Sônia abriu uma exceção e fritou alguns na hora para a reportagem provar. São uma delícia.
O futuro da espécie
Enquanto sobe o Ribeira para dar o próximo lanço, Édino Repolho conta em números porque a safra da manjuba mobiliza tanto os moradores da região: “Tem dia que a gente tira R$ 400 na diária, R$ 500. Já cheguei a tirar a R$ 1,7 mil”. Anos atrás, quando passou o pé e pegou mais de duas toneladas em uma única rede, ele garantiu o mês inteiro, ali, em menos de uma hora.
Tanta riqueza dá briga. Próximo à barragem do Valo Grande, onde Édino pesca, não é raro a disputa pela manjuba terminar com um barco afundado. Ou um remo quebrado nas costas de alguém. Num outro ponto de pesca distante dali, Abner Cuica ria dessa tensão. “É melhor ir para a guerra da Ucrânia do que pescar na Barragem”, diz.
Mesmo assim, é uma rotina divertida. Há um senso de camaradagem e uma zoação mútua sem fim, que envolve dos mais velhos aos mais novos. “É bom né, a gente consegue sair de casa, vim pra cá trabalhar, volta”, diz Édino. “Dá aquela paz para você. Mesmo quando tem muita discussão, mas é no momento só, daqui a pouco já passa.”
A briga passa, mas o impacto do aumento do número de pescadores está se fazendo notar. É fácil ver redes manjubeiras e de corrico usadas em locais proibidos, por exemplo. Além disso, o ecossistema da região está em transformação. Para dar um exemplo, a brachiaria, uma espécie de capim exótica utilizada em pastagens, se tornou uma praga na beira do Ribeira e está afunilando o rio e alguns canais próximos a Iguape.
Tudo isso cria um temor sobre o futuro da pesca. “Infelizmente a pescaria para nós, cada ano que passa, tá dificultando mais”, diz Paulo, presidente da Colônia. Por enquanto, as estatísticas são pouco preocupantes. Ano a ano, Iguape pesca cerca de mil toneladas de manjuba. Há anos com superssafras e outros mais escassos, mas a média gira em torno disso.

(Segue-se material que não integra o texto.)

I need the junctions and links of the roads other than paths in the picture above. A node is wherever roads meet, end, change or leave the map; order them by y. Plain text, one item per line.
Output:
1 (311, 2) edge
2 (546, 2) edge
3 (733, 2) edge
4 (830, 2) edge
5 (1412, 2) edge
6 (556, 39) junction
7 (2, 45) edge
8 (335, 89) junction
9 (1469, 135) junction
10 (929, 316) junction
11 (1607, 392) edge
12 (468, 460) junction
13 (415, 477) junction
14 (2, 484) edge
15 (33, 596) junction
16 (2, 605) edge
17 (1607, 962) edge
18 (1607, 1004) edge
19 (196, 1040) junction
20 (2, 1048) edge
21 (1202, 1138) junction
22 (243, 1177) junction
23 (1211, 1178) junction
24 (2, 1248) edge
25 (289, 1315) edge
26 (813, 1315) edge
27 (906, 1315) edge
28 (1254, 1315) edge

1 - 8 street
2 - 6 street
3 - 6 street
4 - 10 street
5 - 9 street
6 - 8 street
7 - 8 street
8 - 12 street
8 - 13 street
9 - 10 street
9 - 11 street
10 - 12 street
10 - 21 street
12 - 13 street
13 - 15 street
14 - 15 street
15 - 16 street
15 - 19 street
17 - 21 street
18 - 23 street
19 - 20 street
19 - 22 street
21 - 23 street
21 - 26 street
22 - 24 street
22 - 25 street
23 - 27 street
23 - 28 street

“Olha, a pesca da manjuba já passou por tantos problemas, então acho que vai continuar por muitos anos”, fala Jocemar. “Precisa ajustar? Precisa. Se não ajustar vai ter perigo? Vai. Mas a chance de ajuste existe, claro que existe.” Para o pesquisador do Instituto de Pesca, o fato da atividade estar restrita a um local pequeno facilita a mudança para um contexto mais favorável.
E isso depende de um trabalho em conjunto e corpo a corpo com os pescadores. Quando fala do aumento do tamanho das redes de corrico, por exemplo, Jocemar reconhece que isso é reflexo de uma necessidade. “Não é ganância, não são olhudos, é o momento que tem de pescaria”, explica.
André Uru explica isso com outras palavras: “Pescador de manjuba é igual formiguinha. No verão, trabalha, trabalha, trabalha. Chega no inverno, fica de boa”. É um exagero. Ao longo do ano, muitos se dedicam à pesca de espécies diferentes, como tainha e bagre branco. Outros voltam para suas carreiras paralelas, como o próprio André, que é cabeleireiro.
Mas, mesmo no inverno, a manjuba atenta. Num grupo de WhatsApp com diversos pescadores da Barragem do Valo Grande, a troca de fotos com canoas cheias era intensa no começo de junho. Saudades de dias mais quentes, sem tanta chuva e com bem mais peixe.
Uma mensagem de Édino resume o clima: “Baby, partiu dar um lanço, a maré tá enchendo!”